HAOYISHENG导语Takotsubo综合征最初被认为是一种良性的疾病,而没有被广泛地认为是一种心脏病。然而最新研究表明,Takotsubo综合征可能与严重的临床并发症(包括死亡)有关,并且其发病率可能被低估。
由于目前缺乏Takotsubo综合征指南,欧洲心脏病学会(ESC)发布的《2018Takotsubo综合征国际专家共识》(以下简称“共识)就显得及时而且必要,共识 共包括两部分内容,第一部分介绍了Takotsubo综合征的临床特征、诊断标准和病理生理学,第二部分详述了Takotsubo综合征的诊断、预后和管理。 Takotsubo综合征来源于日语单词“章鱼篓,基于发病时左心室收缩末期的形状,既往文献中出现了许多命名,如“心碎综合征、“应激性心肌病” 以及“心尖球样综合征”等。尽管命名颇多,但没有任何一个术语可以精确地描述该综合征可能会出有的多种左心室表现。直到今天,在命名方面,都没有达成统一的意见。然而,为了致敬最初描述这 种疾病的日本内科医生,“Takotsubo”这一术语被广 泛应用。

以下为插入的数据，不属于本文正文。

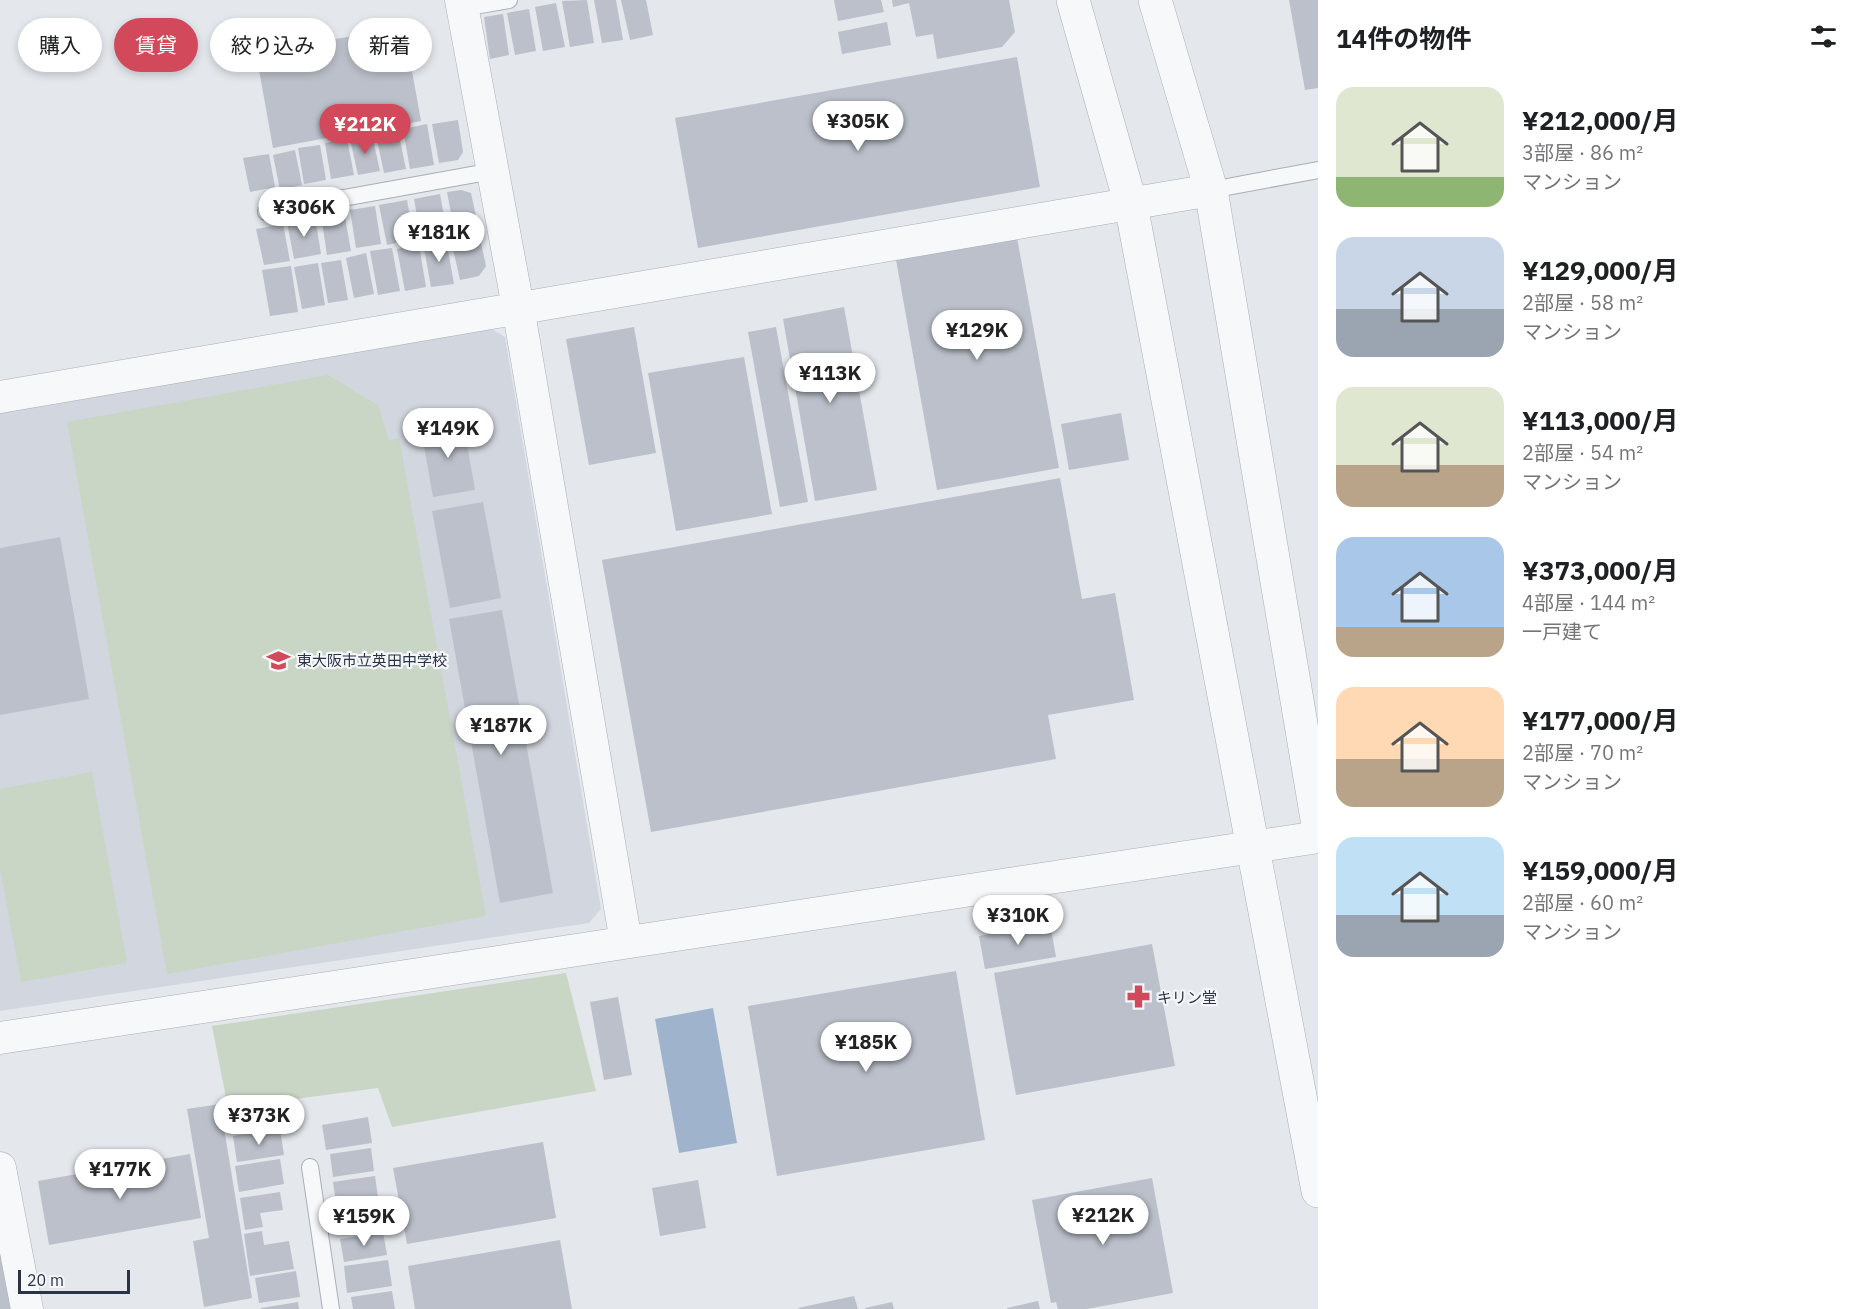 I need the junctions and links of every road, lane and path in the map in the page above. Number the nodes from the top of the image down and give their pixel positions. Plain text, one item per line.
1 (509, 0) edge
2 (1073, 0) edge
3 (1155, 0) edge
4 (462, 4) edge
5 (1318, 170) edge
6 (493, 171) junction
7 (1211, 190) junction
8 (1131, 205) junction
9 (266, 212) dead end
10 (518, 307) junction
11 (0, 398) edge
12 (1318, 825) edge
13 (1318, 837) edge
14 (1255, 848) junction
15 (626, 942) junction
16 (0, 1038) edge
17 (310, 1167) dead end
18 (0, 1168) edge
19 (1318, 1191) edge
20 (27, 1309) edge
21 (331, 1309) edge

1 - 4 lane
2 - 8 street
3 - 7 street
4 - 6 street
5 - 7 lane
6 - 9 lane
6 - 10 street
7 - 8 street
7 - 12 street
8 - 10 street
8 - 14 street
10 - 11 street
10 - 15 street
13 - 14 street
14 - 15 street
14 - 19 street
15 - 16 street
17 - 21 lane
18 - 20 street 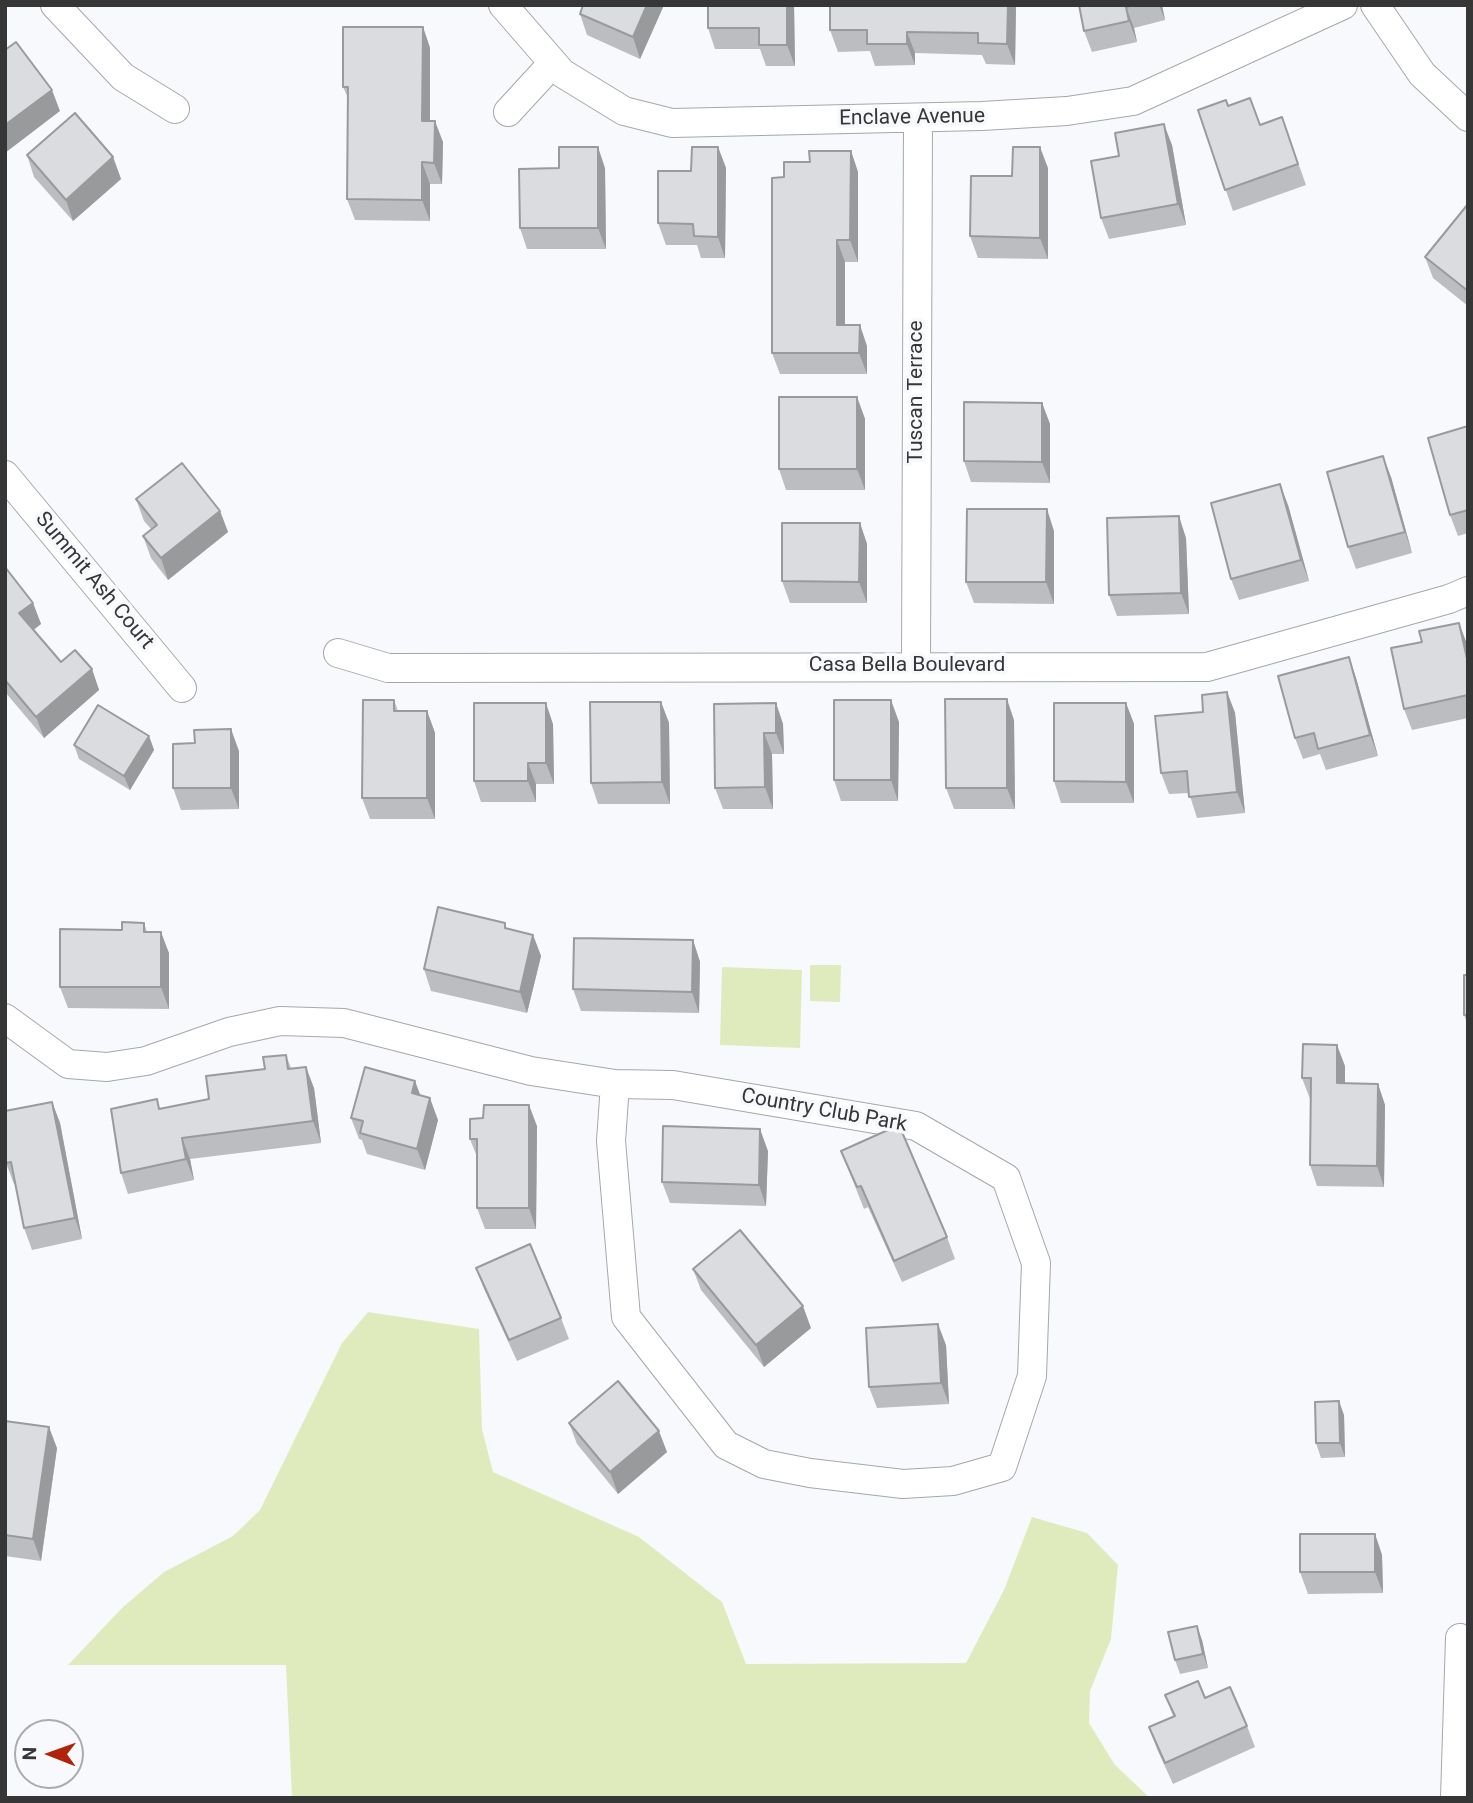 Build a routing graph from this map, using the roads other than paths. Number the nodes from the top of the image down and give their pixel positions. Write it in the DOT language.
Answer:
graph roads {
  1 [pos="55,5"];
  2 [pos="503,5"];
  3 [pos="1343,5"];
  4 [pos="1375,5"];
  5 [pos="553,63"];
  6 [pos="175,109"];
  7 [pos="508,112"];
  8 [pos="1468,117"];
  9 [pos="918,118"];
  10 [pos="5,475"];
  11 [pos="1468,591"];
  12 [pos="338,653"];
  13 [pos="916,666"];
  14 [pos="182,688"];
  15 [pos="5,1018"];
  16 [pos="615,1084"];
  17 [pos="1460,1638"];
  18 [pos="1455,1798"];
  1 -- 6 [label="street"];
  2 -- 5 [label="street, Enclave Avenue"];
  3 -- 9 [label="street, Enclave Avenue"];
  4 -- 8 [label="street"];
  5 -- 7 [label="street"];
  5 -- 9 [label="street, Enclave Avenue"];
  9 -- 13 [label="street, Tuscan Terrace"];
  10 -- 14 [label="street, Summit Ash Court"];
  11 -- 13 [label="street, Casa Bella Boulevard"];
  12 -- 13 [label="street, Casa Bella Boulevard"];
  15 -- 16 [label="street, Country Club Park"];
  16 -- 16 [label="street, Country Club Park"];
  17 -- 18 [label="street"];
} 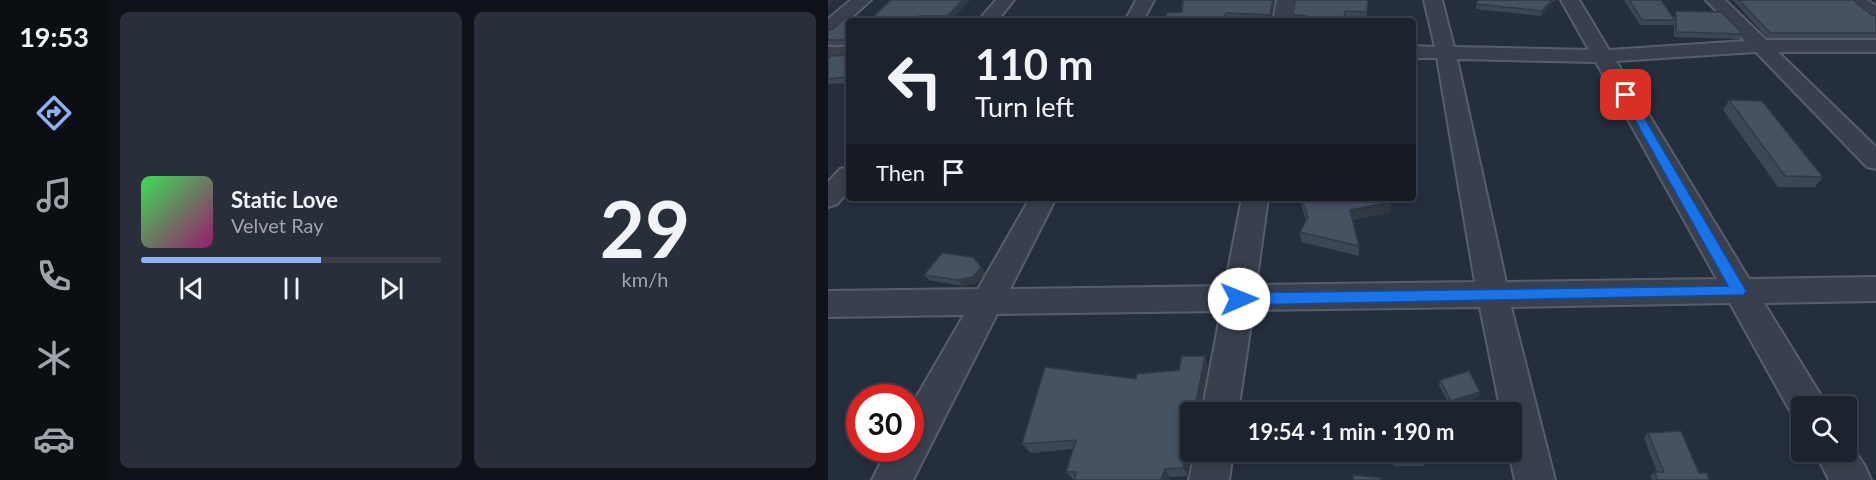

与其他通常不是暂时性的心肌病变相反,Takotsubo综合征以暂时性室壁运动异常为特征,这 明显区别于其他一般的心肌病变。此次命名“共识” 依然沿用了2015年ESC发布的立场声明。
自从25年前日本心脏病学家的初步报告以来, Takotsubo综合征在六大洲的不同国家中越来越被认可。在所有疑似ST段抬高型心肌梗死(STEMI) 的患者中,Takotsubo综合征估计约占1%~3%,而在疑似STEMI的女性患者中,Takotsubo综合征则可占到5%~6%。自2008年以来,Takotsubo综合征占美国住院人数的0.02%。根据已发表的文献, Takotsubo综合征患者中约有90%为女性,其平均年龄为67~70岁,并且约80%超过50岁。55岁以上的女性发生Takotsubo综合征的风险是55岁以下女性患者的5倍,是男性患者的10倍。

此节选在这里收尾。